### EXERCISE AIM
Reproduce exactly the lines of the listing from the one containing "Write the network of the" to its final line, both included.

### DATA UNDER STUDY
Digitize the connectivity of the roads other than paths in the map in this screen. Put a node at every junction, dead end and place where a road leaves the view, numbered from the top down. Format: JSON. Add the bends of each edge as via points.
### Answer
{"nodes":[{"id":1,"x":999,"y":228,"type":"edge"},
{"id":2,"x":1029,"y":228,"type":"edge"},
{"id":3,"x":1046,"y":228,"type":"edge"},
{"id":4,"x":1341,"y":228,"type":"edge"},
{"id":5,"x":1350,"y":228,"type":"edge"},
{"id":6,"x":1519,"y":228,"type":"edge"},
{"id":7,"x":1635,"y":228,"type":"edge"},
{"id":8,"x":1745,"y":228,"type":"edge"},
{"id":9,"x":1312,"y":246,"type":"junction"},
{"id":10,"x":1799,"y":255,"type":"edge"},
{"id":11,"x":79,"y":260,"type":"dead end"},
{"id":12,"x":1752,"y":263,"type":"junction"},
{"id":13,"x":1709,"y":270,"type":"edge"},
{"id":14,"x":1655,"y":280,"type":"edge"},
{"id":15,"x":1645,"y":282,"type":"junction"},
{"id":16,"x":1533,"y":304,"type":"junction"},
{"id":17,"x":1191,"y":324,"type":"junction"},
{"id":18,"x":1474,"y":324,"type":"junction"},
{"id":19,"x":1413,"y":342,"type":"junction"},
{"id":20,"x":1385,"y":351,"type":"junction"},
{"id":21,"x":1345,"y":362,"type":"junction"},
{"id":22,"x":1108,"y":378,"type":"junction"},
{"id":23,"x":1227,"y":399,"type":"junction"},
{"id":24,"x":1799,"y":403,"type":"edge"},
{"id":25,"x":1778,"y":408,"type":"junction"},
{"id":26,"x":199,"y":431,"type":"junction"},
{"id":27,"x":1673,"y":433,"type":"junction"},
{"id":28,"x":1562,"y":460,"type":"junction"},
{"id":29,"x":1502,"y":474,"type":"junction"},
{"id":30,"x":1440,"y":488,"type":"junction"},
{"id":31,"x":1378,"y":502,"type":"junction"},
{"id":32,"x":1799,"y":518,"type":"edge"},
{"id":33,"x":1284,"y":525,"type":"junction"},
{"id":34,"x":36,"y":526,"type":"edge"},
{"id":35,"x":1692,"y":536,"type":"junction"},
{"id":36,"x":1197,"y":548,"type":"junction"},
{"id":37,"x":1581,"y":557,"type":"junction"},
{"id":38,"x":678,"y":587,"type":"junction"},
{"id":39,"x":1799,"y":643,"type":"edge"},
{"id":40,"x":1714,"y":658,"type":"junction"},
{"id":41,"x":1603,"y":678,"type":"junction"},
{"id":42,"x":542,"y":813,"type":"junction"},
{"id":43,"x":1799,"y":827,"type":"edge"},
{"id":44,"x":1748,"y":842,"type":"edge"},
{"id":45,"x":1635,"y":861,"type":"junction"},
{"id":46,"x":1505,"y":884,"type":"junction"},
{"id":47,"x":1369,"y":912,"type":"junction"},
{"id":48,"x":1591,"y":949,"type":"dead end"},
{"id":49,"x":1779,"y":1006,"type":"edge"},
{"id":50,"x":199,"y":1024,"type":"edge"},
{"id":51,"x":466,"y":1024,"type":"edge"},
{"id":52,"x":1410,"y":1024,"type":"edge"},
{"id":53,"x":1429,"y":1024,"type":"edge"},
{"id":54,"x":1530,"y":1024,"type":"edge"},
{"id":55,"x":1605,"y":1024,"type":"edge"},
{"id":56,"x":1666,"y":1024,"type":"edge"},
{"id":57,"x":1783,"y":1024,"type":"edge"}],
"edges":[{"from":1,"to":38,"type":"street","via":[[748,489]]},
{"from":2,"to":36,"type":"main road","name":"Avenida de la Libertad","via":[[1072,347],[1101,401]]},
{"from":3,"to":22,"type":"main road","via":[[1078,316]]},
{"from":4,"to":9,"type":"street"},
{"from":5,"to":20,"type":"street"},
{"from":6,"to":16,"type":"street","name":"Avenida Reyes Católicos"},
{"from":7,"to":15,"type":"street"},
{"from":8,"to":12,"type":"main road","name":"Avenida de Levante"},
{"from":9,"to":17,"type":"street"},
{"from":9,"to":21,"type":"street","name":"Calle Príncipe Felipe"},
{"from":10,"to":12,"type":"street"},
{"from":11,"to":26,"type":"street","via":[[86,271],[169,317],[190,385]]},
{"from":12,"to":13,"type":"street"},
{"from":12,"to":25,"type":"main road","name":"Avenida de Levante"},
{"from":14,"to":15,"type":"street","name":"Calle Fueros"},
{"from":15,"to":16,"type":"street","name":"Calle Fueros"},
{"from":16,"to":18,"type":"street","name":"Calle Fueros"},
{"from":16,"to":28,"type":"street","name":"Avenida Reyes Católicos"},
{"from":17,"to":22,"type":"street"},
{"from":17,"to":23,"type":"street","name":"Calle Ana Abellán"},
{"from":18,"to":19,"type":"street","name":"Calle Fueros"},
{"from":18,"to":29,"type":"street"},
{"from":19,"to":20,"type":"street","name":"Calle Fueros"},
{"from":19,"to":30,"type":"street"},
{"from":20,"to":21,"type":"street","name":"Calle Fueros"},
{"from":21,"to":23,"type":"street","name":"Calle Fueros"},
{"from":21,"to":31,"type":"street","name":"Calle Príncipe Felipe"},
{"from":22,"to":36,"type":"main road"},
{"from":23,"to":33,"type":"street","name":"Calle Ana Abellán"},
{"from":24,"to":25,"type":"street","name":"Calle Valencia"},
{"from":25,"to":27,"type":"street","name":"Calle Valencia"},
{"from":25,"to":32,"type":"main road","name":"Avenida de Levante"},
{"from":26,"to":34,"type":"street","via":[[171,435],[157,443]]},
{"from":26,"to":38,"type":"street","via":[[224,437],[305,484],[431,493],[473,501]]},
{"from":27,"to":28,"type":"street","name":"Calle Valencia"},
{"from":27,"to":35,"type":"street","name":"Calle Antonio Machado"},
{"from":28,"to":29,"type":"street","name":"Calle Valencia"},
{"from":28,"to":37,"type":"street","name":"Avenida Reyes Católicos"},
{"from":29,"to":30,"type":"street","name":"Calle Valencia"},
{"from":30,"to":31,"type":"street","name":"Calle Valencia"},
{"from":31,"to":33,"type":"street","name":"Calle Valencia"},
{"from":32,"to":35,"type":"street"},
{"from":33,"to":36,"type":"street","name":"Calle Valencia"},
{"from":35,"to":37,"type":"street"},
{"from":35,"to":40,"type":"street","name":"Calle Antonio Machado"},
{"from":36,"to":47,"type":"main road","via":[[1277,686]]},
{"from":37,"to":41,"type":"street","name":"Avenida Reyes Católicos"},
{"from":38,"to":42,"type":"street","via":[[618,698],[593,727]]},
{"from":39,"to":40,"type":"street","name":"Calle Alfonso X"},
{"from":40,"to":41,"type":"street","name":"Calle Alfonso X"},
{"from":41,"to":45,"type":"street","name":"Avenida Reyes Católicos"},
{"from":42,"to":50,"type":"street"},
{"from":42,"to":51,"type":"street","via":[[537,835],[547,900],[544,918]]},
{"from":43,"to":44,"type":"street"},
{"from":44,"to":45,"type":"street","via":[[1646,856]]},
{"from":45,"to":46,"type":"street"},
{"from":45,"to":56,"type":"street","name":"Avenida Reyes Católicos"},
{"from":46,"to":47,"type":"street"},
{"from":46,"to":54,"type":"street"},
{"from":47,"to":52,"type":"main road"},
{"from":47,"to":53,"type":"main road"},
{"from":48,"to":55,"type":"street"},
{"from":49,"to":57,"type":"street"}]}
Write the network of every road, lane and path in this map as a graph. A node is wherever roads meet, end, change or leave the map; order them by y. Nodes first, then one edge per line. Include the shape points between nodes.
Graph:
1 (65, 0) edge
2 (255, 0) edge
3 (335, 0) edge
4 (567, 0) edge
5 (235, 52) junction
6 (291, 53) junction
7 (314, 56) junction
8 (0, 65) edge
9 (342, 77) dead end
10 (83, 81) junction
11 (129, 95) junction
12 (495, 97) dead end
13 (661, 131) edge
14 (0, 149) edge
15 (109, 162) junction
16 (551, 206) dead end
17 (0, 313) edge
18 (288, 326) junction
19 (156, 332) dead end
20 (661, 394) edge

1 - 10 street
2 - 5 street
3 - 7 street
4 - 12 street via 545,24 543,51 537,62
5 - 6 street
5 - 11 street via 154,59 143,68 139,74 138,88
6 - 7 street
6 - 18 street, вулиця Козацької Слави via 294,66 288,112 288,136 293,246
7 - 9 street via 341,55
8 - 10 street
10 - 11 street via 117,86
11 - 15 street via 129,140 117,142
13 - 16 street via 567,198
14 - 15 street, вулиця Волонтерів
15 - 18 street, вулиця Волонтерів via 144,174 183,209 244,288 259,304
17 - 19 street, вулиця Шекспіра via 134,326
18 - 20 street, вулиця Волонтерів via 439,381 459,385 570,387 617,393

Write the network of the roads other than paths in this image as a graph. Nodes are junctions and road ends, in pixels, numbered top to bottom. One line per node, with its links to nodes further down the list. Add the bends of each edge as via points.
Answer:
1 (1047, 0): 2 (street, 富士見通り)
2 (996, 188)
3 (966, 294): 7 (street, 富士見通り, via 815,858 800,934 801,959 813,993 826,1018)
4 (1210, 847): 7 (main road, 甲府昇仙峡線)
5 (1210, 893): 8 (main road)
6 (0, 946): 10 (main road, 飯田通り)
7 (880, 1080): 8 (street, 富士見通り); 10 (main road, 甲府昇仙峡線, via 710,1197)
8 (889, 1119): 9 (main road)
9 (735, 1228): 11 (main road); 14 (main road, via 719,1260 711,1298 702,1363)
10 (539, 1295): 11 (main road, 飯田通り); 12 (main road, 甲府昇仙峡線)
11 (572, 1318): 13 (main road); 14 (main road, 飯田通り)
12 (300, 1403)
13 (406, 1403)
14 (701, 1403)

### PROBLEM SOLUTION
Write the network of the roads other than paths in this image as a graph. Nodes are junctions and road ends, in pixels, numbered top to bottom. One line per node, with its links to nodes further down the list. Add the bends of each edge as via points.
Answer:
1 (1047, 0): 2 (street, 富士見通り)
2 (996, 188)
3 (966, 294): 7 (street, 富士見通り, via 815,858 800,934 801,959 813,993 826,1018)
4 (1210, 847): 7 (main road, 甲府昇仙峡線)
5 (1210, 893): 8 (main road)
6 (0, 946): 10 (main road, 飯田通り)
7 (880, 1080): 8 (street, 富士見通り); 10 (main road, 甲府昇仙峡線, via 710,1197)
8 (889, 1119): 9 (main road)
9 (735, 1228): 11 (main road); 14 (main road, via 719,1260 711,1298 702,1363)
10 (539, 1295): 11 (main road, 飯田通り); 12 (main road, 甲府昇仙峡線)
11 (572, 1318): 13 (main road); 14 (main road, 飯田通り)
12 (300, 1403)
13 (406, 1403)
14 (701, 1403)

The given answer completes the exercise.